Your database is your greatest business asset. It holds all your customer data. You need to properly work with your database to avoid mistakes. An update query changes records in your tables, but used improperly, you can overwrite records accidentally. If you don’t have a backup, your data is corrupted. Update queries aren’t complex, but it’s best to understand the format before changing multiple records.
A Basic Update Statement
The following code is the very minimum you need to write an update statement in SQL:
update customer set first_name=’Jack’
The above statement sets all records to a first name of “Jack.” Notice that it changes all records. The statement identifies “customer” as the table you want to change and the “first_name” column is what you update. Finally, the ‘Jack’ string is what replaces any current values.

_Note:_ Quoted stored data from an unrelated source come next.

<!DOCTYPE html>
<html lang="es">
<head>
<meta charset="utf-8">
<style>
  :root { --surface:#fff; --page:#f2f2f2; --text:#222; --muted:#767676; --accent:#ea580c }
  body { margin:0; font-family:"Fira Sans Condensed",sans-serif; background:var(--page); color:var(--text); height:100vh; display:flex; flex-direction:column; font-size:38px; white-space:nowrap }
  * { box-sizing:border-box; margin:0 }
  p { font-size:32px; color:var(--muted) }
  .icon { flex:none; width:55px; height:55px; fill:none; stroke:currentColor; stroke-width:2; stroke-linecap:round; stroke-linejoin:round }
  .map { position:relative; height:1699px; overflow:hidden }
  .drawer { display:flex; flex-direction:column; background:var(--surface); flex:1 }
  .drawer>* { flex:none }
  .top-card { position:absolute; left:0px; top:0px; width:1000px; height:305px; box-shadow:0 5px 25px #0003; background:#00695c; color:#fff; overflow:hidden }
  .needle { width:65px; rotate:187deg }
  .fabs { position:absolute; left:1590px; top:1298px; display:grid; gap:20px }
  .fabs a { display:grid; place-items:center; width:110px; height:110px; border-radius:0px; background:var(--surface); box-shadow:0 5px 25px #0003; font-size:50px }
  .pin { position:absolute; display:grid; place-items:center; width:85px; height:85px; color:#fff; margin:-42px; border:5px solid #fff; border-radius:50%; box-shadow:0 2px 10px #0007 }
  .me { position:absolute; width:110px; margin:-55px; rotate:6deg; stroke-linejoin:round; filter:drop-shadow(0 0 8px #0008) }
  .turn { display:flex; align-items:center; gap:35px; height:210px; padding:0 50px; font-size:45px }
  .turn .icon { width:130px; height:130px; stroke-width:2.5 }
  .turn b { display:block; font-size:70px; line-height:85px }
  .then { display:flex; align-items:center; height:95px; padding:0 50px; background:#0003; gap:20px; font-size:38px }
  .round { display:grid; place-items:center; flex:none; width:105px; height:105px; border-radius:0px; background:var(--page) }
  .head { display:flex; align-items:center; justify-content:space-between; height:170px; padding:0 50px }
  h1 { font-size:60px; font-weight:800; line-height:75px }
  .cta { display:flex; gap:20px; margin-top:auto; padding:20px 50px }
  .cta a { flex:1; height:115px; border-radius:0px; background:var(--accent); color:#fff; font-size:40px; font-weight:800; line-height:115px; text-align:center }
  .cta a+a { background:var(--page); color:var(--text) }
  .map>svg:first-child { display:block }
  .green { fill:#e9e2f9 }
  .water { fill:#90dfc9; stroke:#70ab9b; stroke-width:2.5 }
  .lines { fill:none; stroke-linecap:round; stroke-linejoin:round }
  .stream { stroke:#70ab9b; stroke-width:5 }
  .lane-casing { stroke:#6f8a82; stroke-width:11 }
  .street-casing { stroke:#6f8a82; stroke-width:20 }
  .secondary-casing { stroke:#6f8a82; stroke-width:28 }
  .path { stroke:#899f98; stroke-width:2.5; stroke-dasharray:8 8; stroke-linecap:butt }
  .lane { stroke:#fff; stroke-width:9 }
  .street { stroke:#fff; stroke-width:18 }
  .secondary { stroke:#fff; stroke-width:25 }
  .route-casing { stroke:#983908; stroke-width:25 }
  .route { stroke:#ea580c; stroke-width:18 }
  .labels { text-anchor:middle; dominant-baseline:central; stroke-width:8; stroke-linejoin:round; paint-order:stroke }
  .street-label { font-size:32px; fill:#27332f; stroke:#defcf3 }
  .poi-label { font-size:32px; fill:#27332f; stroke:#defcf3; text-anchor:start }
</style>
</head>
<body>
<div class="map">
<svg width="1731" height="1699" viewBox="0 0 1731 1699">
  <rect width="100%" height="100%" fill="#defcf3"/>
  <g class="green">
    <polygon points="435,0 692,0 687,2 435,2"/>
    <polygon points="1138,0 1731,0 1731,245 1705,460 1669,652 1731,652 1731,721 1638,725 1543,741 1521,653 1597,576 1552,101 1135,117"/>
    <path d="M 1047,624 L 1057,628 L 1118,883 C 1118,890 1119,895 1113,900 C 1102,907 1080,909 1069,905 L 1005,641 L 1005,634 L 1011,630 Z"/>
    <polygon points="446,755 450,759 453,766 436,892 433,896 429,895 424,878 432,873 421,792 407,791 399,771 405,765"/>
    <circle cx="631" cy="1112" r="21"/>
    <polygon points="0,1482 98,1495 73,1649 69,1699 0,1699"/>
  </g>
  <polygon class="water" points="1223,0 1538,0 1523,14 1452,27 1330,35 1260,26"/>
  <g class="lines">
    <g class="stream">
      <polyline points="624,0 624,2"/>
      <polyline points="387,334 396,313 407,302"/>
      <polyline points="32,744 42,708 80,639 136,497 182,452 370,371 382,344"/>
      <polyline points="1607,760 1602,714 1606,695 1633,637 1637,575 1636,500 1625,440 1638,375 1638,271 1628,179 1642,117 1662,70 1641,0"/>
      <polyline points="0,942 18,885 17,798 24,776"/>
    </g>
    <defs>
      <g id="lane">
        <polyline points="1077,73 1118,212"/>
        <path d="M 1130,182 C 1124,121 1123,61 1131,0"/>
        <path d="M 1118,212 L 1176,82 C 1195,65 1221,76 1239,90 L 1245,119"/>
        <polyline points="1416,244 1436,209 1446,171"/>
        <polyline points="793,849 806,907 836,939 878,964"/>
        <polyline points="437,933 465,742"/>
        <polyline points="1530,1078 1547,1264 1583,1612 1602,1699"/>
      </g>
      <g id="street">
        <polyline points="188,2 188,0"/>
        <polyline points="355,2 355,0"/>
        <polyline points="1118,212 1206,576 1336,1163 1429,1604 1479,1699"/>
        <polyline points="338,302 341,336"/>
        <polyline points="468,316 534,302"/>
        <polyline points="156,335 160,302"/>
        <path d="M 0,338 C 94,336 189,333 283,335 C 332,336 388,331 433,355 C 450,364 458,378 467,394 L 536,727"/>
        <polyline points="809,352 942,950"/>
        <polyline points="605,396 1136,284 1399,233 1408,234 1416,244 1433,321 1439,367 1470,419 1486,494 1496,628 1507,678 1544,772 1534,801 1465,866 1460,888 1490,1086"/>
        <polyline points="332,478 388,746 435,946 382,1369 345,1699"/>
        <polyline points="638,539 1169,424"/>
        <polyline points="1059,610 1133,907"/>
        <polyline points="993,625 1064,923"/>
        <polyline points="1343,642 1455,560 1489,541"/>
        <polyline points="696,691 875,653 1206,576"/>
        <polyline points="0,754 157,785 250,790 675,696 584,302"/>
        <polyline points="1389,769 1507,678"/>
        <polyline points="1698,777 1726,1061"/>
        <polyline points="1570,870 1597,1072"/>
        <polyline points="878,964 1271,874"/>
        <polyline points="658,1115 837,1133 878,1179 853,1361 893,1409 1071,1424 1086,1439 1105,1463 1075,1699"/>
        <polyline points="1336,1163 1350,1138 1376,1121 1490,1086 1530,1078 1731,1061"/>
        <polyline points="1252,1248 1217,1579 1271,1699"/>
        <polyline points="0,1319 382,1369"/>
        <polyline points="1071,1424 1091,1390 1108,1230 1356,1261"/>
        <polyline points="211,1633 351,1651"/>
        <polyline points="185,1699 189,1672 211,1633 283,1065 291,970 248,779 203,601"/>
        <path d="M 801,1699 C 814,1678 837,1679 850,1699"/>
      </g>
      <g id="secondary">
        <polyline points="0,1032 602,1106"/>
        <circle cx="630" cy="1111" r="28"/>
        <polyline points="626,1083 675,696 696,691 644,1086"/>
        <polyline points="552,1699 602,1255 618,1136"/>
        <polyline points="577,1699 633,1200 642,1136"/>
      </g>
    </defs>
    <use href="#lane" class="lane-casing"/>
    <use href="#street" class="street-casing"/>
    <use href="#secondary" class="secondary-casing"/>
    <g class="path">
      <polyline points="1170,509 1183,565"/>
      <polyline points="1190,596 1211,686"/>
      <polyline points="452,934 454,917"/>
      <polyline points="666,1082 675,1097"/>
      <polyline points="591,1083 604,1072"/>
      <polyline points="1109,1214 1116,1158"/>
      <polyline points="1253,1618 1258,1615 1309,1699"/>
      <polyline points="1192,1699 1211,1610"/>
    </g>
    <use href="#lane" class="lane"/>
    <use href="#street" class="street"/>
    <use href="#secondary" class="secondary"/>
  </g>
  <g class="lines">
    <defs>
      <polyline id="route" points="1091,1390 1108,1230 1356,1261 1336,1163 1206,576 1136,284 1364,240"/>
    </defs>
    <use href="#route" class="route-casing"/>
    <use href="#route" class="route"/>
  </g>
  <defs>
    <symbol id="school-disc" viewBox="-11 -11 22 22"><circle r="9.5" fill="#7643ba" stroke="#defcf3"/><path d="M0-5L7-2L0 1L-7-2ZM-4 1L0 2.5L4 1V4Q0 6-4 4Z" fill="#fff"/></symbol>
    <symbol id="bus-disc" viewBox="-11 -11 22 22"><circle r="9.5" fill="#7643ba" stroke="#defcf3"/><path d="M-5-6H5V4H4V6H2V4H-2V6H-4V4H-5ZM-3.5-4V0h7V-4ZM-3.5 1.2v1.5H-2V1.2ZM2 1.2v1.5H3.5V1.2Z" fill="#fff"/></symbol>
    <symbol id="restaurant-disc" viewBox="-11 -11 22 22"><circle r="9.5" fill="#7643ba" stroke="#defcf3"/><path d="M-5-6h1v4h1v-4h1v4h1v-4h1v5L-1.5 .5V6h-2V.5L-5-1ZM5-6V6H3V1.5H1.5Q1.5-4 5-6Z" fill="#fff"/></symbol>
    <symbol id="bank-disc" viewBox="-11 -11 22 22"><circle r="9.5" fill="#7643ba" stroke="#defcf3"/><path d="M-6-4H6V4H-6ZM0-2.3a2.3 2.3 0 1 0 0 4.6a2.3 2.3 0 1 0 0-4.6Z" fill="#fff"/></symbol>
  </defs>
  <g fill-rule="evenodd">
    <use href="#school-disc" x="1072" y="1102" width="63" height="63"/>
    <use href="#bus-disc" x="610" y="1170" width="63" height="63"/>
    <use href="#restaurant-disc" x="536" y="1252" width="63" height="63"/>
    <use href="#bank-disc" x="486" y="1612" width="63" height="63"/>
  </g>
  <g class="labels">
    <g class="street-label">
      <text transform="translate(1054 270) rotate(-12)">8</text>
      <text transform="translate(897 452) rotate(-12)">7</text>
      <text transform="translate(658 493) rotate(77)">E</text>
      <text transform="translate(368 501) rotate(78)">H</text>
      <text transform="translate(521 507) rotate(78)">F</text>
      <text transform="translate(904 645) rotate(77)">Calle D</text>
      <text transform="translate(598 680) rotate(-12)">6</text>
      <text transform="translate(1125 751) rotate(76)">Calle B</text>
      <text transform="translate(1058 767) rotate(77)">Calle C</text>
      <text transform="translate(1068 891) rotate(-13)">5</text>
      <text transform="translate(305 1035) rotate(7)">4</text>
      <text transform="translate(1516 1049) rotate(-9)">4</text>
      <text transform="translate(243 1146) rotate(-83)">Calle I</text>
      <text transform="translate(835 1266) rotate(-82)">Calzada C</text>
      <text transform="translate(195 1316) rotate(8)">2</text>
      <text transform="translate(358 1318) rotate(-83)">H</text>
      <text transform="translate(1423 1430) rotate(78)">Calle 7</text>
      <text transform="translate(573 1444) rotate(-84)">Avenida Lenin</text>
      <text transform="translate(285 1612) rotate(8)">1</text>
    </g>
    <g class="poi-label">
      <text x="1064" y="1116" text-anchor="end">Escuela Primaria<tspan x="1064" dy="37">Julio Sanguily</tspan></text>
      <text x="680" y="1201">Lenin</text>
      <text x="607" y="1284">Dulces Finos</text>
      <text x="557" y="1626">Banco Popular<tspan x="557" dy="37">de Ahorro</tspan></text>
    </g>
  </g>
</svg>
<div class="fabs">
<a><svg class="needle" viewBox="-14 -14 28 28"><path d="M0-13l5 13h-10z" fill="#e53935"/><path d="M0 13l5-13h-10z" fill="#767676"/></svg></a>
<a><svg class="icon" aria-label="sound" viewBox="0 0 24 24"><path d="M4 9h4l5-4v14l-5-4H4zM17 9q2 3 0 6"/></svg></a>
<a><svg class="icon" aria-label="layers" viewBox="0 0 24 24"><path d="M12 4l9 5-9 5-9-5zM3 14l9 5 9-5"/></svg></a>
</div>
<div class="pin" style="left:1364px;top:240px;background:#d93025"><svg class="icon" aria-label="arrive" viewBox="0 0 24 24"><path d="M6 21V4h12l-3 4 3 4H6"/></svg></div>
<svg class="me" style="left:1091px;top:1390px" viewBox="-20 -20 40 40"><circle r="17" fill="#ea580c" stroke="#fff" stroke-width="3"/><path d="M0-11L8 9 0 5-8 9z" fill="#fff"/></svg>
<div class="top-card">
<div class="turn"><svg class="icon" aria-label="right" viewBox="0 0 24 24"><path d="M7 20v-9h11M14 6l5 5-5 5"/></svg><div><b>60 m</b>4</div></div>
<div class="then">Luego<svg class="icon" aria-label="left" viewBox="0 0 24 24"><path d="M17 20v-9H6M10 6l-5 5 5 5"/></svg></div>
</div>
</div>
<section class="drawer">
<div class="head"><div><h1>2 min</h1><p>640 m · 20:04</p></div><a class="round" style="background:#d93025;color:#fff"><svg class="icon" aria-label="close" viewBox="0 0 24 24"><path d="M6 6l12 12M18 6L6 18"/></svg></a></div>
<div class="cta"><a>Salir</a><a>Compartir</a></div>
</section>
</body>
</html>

One issue to note in the above statement is that it’s a valid SQL statement, but it probably is not what you want to do. Changing all records is usually disastrous, and you’re forced to recover using a backup. That’s where the “where” clause comes into effect. You need the where clause to filter out the records you don’t want to change. You can update one, hundreds, thousands or even millions of records with only update statement.
Adding the Where Clause to Your Update Statement
The above statement is not really a typical update SQL query. Most update statements add a “where” clause. The following code is an example of an update statement with the where clause:
update customer set first_name= ’Jack’ where customerId = 5
The first statement shown updates all records, but the above statement just changes one record. The “customerId” column is assumed to be a unique column in your table. The customer’s first name is then changed to “Jack.” It doesn’t matter what the first name is set to previously in this statement. The only thing the SQL database cares about with this statement is the customer Id.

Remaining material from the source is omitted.